* EXERCISE GOAL:
Leave out the pictures and return every entry exactly as it appears.

* DATA TO PROCESS:
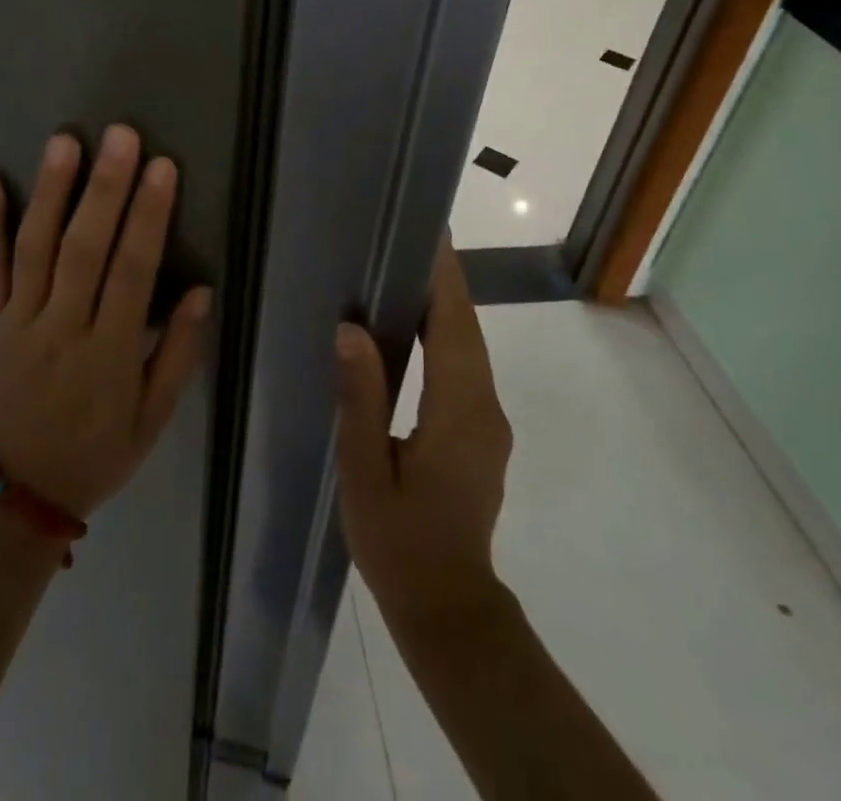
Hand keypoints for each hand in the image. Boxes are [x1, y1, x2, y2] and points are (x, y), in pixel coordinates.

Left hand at [0, 125, 210, 518]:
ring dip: (49, 192)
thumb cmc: (98, 454)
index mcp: (109, 354)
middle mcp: (62, 328)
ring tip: (64, 142)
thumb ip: (179, 353)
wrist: (17, 497)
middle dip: (105, 189)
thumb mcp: (154, 419)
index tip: (162, 168)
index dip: (148, 217)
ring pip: (34, 249)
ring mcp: (19, 322)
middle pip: (83, 249)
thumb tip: (202, 290)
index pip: (132, 273)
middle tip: (120, 135)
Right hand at [334, 237, 512, 626]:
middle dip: (444, 280)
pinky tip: (415, 324)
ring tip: (405, 267)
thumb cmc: (399, 543)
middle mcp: (485, 406)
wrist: (449, 607)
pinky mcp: (482, 430)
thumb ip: (361, 399)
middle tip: (408, 237)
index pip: (456, 326)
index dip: (445, 277)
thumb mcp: (365, 472)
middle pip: (468, 328)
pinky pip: (466, 366)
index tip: (431, 233)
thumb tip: (351, 330)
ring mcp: (489, 420)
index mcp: (459, 412)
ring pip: (470, 345)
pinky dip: (446, 333)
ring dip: (445, 304)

* TASK OUTPUT:
Hand keypoints for each hand in the image. Boxes are [x1, y1, x2, y2] and points are (x, y), in pixel coordinates.

Left hand at [0, 125, 210, 518]:
ring dip: (49, 192)
thumb cmc: (98, 454)
index mcp: (109, 354)
middle mcp: (62, 328)
ring tip: (64, 142)
thumb ip: (179, 353)
wrist: (17, 497)
middle dip: (105, 189)
thumb mcp: (154, 419)
index tip: (162, 168)
index dip: (148, 217)
ring pip: (34, 249)
ring mcp: (19, 322)
middle pip: (83, 249)
thumb tip: (202, 290)
index pip: (132, 273)
middle tip: (120, 135)
Right hand at [334, 237, 512, 626]:
middle dip: (444, 280)
pinky tip: (415, 324)
ring tip: (405, 267)
thumb cmc: (399, 543)
middle mcp: (485, 406)
wrist: (449, 607)
pinky mcp: (482, 430)
thumb ip: (361, 399)
middle tip: (408, 237)
index pip: (456, 326)
index dip: (445, 277)
thumb mcp: (365, 472)
middle pip: (468, 328)
pinky pip: (466, 366)
index tip: (431, 233)
thumb tip: (351, 330)
ring mcp: (489, 420)
index mcp: (459, 412)
ring pip: (470, 345)
pinky dip: (446, 333)
ring dip: (445, 304)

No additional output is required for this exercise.